-- RECORD SET --
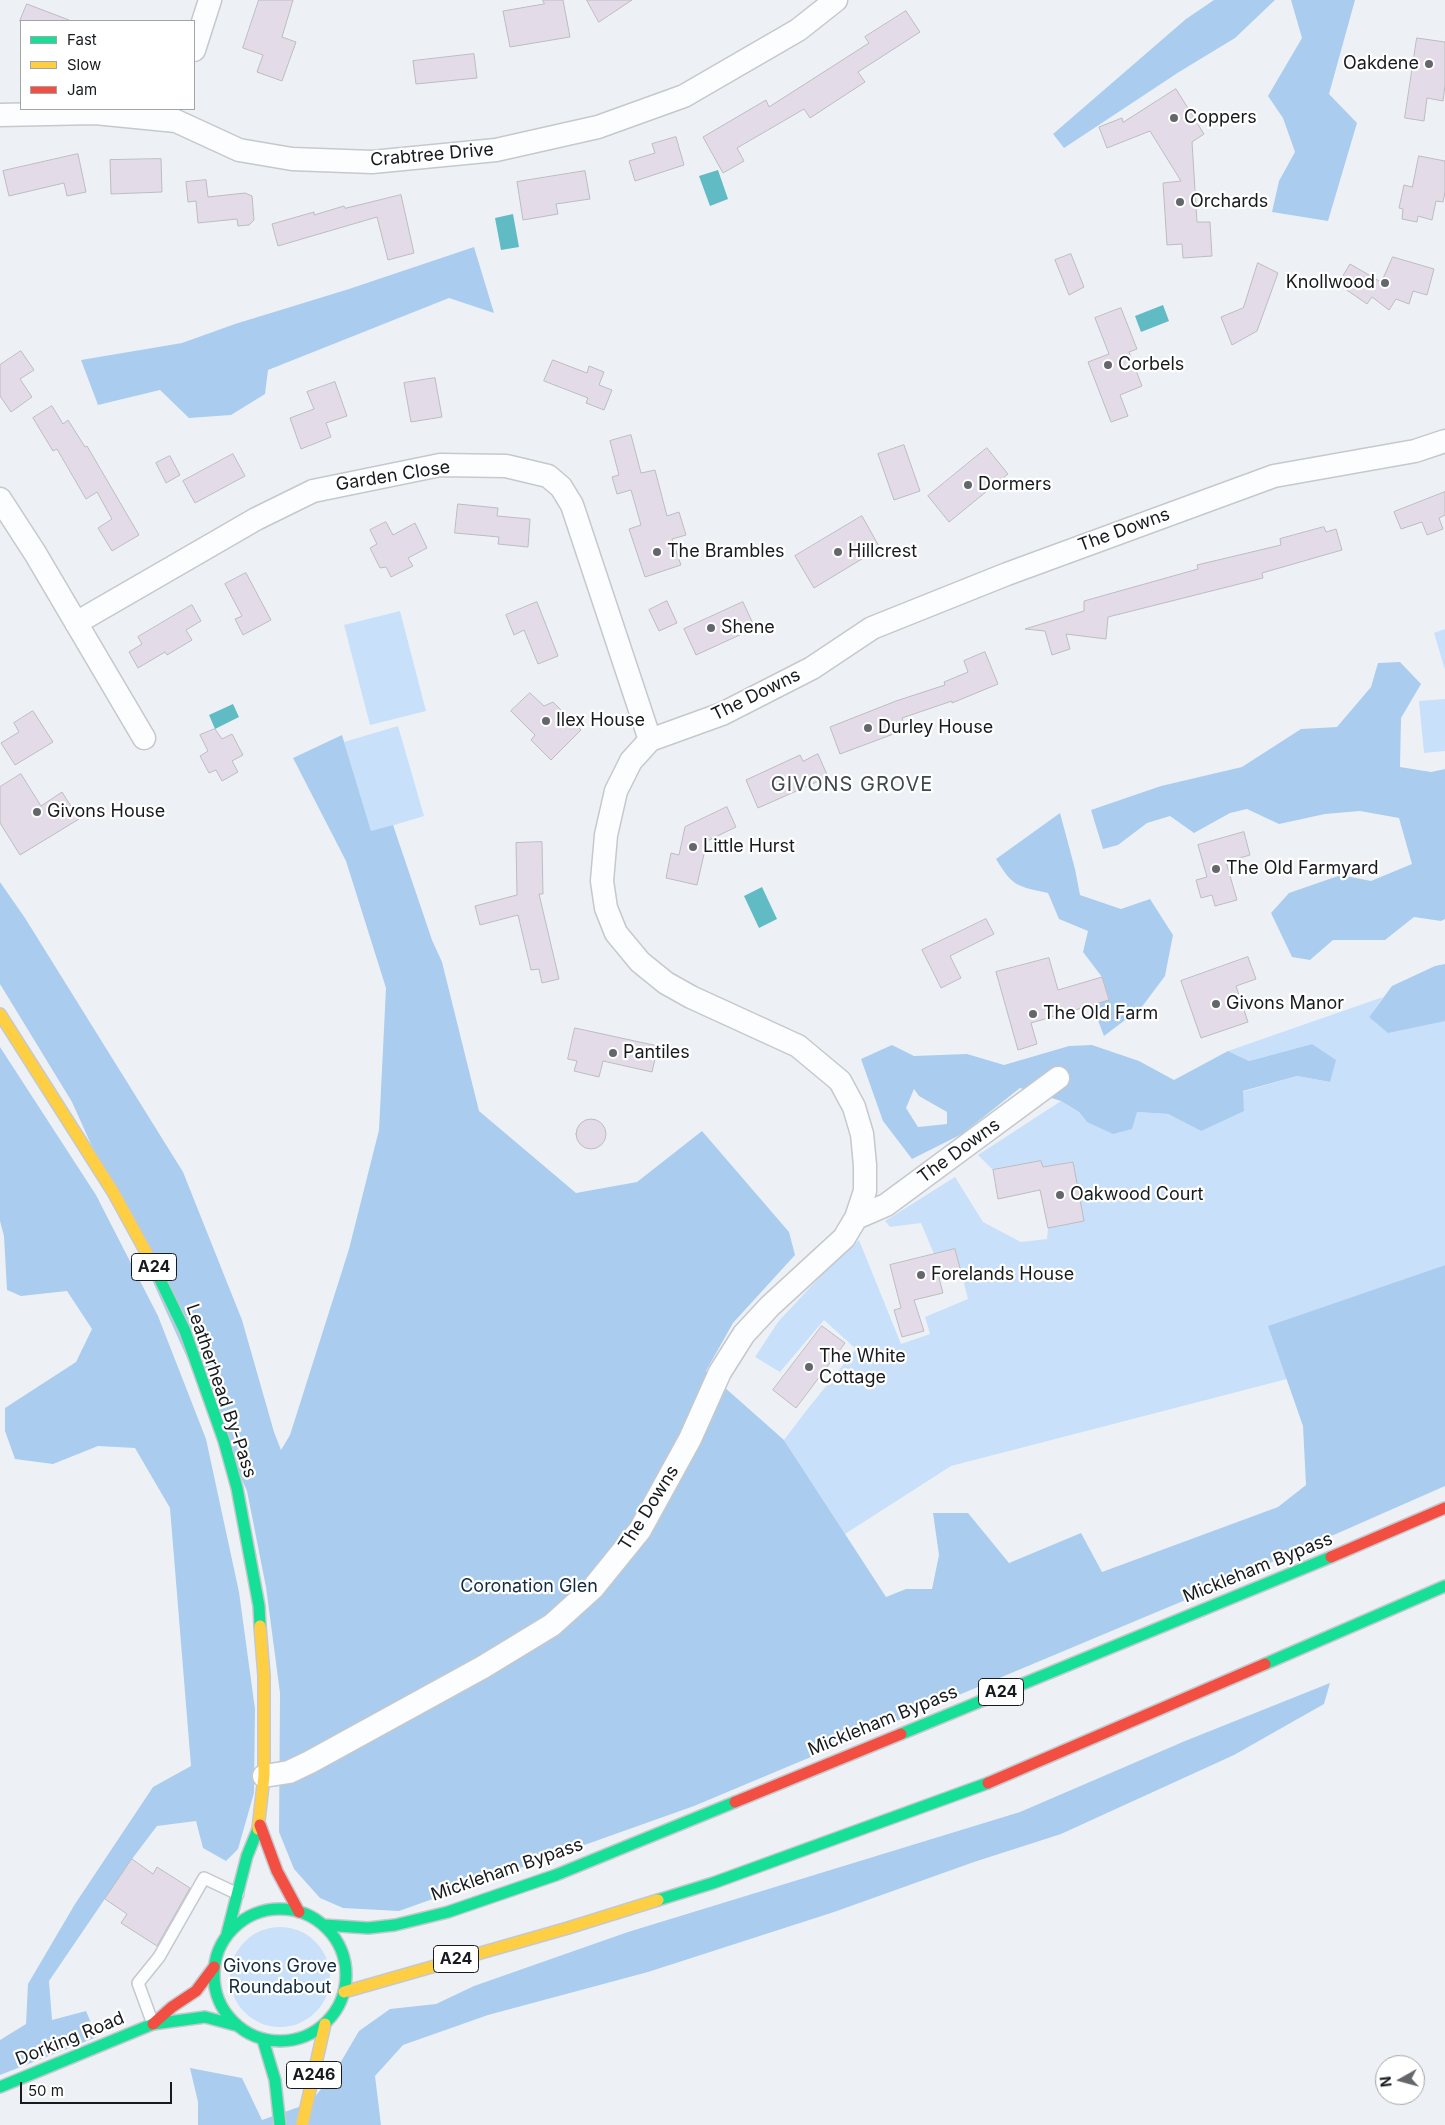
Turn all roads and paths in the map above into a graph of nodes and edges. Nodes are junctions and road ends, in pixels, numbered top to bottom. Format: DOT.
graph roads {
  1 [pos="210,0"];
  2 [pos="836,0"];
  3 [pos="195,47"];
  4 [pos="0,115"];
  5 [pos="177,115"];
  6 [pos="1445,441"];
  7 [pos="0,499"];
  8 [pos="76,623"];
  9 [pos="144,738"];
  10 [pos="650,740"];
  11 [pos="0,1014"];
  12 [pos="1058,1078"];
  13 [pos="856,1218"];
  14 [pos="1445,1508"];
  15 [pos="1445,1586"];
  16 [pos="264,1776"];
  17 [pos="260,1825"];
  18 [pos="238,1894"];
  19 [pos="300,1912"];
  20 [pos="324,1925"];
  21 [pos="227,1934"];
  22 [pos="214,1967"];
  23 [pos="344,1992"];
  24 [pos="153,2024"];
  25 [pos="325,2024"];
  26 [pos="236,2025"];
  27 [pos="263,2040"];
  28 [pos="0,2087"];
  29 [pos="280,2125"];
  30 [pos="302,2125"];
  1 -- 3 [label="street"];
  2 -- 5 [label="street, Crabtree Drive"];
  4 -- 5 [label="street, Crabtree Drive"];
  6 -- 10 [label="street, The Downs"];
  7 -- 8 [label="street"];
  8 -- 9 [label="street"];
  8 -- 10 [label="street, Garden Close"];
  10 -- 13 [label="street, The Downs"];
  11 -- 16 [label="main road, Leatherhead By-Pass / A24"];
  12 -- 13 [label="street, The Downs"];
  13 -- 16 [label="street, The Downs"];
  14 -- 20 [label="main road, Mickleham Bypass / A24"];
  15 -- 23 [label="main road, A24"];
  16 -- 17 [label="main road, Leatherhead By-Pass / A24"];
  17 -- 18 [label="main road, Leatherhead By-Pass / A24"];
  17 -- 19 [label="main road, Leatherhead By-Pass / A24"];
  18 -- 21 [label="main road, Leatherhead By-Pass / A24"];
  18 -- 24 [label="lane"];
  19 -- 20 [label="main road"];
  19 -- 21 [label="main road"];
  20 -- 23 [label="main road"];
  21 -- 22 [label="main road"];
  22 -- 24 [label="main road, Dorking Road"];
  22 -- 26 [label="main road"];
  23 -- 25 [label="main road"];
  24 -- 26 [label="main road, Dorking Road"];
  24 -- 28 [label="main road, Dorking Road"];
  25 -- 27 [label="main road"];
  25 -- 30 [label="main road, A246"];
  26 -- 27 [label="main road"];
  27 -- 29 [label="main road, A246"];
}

-- GOAL OF THE EXERCISE --
Copy each line in the entries above where "street" turns up.

-- TASK OUTPUT --
  1 -- 3 [label="street"];
  2 -- 5 [label="street, Crabtree Drive"];
  4 -- 5 [label="street, Crabtree Drive"];
  6 -- 10 [label="street, The Downs"];
  7 -- 8 [label="street"];
  8 -- 9 [label="street"];
  8 -- 10 [label="street, Garden Close"];
  10 -- 13 [label="street, The Downs"];
  12 -- 13 [label="street, The Downs"];
  13 -- 16 [label="street, The Downs"];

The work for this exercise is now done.